验收的手艺：在看起来完美的外表下认出隐藏的隐患

AI 的产出为什么总是"看起来不错"

AI 有一个特点：它交付的成果几乎总是看起来很好。

页面布局工整、代码风格统一、功能在正常操作下流畅运行。如果你只是快速地点几下、看一看，你很可能得出"不错，可以了"的结论。

但这种"看起来不错"是有欺骗性的。AI 非常擅长处理典型场景——那些它在训练数据中见过无数次的"好天气"情况。然而，现实世界不总是好天气。用户会做出你意想不到的操作，网络会在关键时刻断开，数据量会在某一天突然暴增。

AI 不是故意隐瞒问题——它可能根本没有考虑到那些场景。而你，如果只测试了"好天气"路线，就等于替它做了担保，担保那些从未被检验过的角落也是安全的。

"豆腐渣工程"的体征

在建筑行业，有经验的监理能通过一些细微的迹象判断出一栋楼的建造质量——墙面是否有不正常的裂缝、承重结构是否符合设计、管线是否按规范铺设。

在软件中也有类似的"豆腐渣"体征。你不需要是专业程序员也能学会辨认它们：

功能只在最理想的条件下正常工作。 比如表单在正确填写时能提交，但什么都不填就点提交会导致页面崩溃。

错误被静默吞掉。 操作失败了，但页面上什么提示都没有，用户不知道发生了什么。数据可能已经丢失了，但没人知道。

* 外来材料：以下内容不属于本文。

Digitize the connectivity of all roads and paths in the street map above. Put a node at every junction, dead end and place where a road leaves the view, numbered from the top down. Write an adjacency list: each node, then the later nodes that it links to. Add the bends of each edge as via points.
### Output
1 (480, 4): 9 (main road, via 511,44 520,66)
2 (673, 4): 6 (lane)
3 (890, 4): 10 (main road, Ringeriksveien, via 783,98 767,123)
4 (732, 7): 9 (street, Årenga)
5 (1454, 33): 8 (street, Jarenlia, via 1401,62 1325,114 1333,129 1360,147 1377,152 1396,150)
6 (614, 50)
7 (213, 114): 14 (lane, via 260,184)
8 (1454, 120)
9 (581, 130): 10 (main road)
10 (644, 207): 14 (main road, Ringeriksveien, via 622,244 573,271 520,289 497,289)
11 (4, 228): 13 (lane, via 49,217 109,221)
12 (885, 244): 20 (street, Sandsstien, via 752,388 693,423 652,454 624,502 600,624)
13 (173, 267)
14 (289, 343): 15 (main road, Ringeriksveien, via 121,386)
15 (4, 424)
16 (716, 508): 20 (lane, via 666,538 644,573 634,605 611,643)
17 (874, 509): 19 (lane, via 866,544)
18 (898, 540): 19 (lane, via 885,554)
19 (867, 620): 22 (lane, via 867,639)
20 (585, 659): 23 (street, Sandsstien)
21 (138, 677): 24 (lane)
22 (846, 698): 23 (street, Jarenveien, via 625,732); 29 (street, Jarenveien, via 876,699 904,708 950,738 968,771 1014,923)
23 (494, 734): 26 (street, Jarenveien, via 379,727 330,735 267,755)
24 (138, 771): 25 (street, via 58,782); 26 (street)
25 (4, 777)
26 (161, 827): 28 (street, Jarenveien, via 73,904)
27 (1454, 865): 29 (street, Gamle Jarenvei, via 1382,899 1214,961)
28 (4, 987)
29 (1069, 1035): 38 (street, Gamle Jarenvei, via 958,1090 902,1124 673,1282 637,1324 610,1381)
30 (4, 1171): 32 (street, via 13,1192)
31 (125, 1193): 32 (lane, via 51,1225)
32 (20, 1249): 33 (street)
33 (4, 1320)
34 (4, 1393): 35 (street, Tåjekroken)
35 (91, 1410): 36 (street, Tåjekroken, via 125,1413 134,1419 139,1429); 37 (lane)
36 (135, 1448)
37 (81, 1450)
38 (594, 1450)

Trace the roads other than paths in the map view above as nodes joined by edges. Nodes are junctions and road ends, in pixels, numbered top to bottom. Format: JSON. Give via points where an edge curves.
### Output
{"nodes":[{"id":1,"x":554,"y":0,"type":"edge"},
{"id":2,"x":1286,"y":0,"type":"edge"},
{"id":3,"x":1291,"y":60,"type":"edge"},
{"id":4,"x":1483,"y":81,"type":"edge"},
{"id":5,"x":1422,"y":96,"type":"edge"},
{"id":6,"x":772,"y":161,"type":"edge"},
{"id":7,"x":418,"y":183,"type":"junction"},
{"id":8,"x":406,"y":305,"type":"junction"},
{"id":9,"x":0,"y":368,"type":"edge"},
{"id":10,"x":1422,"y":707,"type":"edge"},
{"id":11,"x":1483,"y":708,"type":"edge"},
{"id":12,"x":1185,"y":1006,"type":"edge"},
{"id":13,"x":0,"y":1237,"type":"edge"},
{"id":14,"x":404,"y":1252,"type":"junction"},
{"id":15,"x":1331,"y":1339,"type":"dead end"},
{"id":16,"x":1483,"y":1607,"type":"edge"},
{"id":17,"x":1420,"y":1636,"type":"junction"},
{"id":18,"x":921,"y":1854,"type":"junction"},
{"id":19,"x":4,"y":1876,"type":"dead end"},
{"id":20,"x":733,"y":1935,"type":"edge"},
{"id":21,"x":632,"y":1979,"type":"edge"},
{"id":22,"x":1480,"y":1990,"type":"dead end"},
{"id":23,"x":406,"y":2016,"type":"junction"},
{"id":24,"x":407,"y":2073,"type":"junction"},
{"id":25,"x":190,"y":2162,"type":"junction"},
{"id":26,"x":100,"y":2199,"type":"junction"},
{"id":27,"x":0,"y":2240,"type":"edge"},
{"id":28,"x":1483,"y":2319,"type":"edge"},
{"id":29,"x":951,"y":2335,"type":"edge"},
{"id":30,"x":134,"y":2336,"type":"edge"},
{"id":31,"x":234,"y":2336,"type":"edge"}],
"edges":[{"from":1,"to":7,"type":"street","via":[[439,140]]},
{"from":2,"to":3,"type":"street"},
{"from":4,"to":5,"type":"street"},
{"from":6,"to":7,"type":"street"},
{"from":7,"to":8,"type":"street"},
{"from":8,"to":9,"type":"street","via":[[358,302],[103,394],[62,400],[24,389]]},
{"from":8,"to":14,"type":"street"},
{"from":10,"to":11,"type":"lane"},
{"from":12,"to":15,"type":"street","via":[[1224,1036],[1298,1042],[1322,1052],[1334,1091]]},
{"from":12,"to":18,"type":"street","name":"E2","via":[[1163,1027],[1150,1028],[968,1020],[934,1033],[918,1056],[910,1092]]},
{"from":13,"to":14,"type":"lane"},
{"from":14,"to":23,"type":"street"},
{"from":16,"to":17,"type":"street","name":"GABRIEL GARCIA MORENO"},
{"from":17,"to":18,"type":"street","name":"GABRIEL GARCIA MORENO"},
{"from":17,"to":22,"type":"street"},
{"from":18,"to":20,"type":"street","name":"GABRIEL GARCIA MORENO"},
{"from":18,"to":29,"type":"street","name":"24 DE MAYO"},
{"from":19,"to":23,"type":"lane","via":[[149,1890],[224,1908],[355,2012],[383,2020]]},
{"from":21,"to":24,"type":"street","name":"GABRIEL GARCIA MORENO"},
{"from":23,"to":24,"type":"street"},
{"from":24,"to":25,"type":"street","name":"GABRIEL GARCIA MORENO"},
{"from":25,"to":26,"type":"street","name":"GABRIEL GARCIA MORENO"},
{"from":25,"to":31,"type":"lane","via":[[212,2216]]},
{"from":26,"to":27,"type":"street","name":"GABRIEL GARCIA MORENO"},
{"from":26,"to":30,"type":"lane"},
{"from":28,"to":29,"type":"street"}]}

同一个逻辑被复制粘贴到多个地方。 改了一处但忘了改其他地方，导致行为不一致。

代码越来越长，但功能并没有明显增加。 这通常意味着堆叠了大量的补丁和绕过，而不是解决了根本问题。

硬编码的数值散落各处。 比如把"10"直接写在代码里，但没人记得这个"10"代表什么、为什么是 10。

这些体征不一定每个都致命，但它们的积累意味着项目的地基并不像外表看起来那么牢固。

验收不是随便点点

很多人的"验收"过程是这样的：打开页面，看看能不能显示，点几个按钮，确认没有报错，然后就觉得"可以了"。

这不是验收，这是参观。

真正的验收需要你刻意去寻找问题，而不是确认一切正常。一个好的验收过程至少包含三个层面：

正常路径

这是最基本的：按照预期的方式使用功能，确认它能正常工作。大多数人做到了这一步。

边缘路径

刻意去尝试那些不寻常的操作：

• 什么都不输入就提交表单会怎样？
• 输入一段非常长的文字会怎样？
• 快速连续点击同一个按钮会怎样？
• 在页面还没加载完时就进行操作会怎样？
• 在手机上而不是电脑上使用会怎样？

这些场景是 AI 最容易忽略的，也是真实用户最经常触发的。

恶意路径

如果你的应用面向公共用户，还需要考虑有人会故意尝试破坏它：

• 在输入框中输入特殊字符或代码片段会怎样？
• 未登录的用户能否访问需要登录才能看到的页面？
• 能否通过修改网址来访问其他用户的数据？

你不需要成为安全专家，但知道这些可能性的存在，就能让你在验收时多问几个正确的问题。

让 AI 自陈薄弱点

一个非常有效但很多人不知道的技巧：直接问 AI 它自己方案的弱点。

"你刚才给的这个方案，最可能出问题的地方在哪里？" "这段代码有没有边界情况是你没有处理的？" "如果一个不怀好意的用户使用这个功能，他能利用什么漏洞？"

AI 不会主动告诉你这些——不是因为它想隐瞒，而是因为你没问。但当你问的时候，它往往能给出非常有价值的自我审查。

这就是验收手艺的核心：不是等问题来找你，而是主动去找问题。 你找到的每一个隐患，都是一个被提前拆除的定时炸弹。